## The task
Scan the listing for the word "thumb" and report every line that contains it.

## Records to use
::::::::

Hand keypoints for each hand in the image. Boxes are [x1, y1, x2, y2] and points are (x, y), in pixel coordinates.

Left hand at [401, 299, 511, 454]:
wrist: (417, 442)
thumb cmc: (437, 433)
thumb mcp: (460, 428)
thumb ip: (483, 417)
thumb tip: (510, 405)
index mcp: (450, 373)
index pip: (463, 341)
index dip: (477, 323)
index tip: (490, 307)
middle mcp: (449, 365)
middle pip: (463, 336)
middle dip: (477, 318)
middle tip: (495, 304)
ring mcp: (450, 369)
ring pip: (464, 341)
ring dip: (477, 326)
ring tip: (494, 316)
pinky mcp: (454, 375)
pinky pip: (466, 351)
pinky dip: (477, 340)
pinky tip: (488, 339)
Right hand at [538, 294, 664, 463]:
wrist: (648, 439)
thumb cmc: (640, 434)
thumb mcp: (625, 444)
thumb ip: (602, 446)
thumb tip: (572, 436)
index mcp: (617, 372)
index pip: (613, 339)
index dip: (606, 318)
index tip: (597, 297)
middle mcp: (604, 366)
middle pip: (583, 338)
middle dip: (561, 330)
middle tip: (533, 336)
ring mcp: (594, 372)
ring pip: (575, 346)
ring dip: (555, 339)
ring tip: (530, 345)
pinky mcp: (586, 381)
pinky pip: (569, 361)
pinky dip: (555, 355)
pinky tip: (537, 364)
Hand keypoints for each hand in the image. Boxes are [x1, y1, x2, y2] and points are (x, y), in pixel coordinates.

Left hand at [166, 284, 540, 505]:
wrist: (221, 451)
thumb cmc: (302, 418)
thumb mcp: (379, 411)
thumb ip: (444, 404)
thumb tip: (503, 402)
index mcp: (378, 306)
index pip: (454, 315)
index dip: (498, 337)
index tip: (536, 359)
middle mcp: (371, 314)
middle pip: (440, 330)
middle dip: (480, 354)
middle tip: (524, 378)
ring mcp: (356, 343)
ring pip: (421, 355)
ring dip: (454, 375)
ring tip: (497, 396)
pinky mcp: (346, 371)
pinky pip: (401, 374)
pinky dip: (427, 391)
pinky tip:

::::::::

## Exercise answer
thumb cmc: (437, 433)
thumb mcp: (460, 428)
thumb ip: (483, 417)
thumb tip: (510, 405)
thumb cmc: (640, 434)
thumb mcp: (625, 444)
thumb ip: (602, 446)
thumb tip: (572, 436)
thumb cmc: (302, 418)
thumb mcp: (379, 411)
thumb ip: (444, 404)
thumb tip: (503, 402)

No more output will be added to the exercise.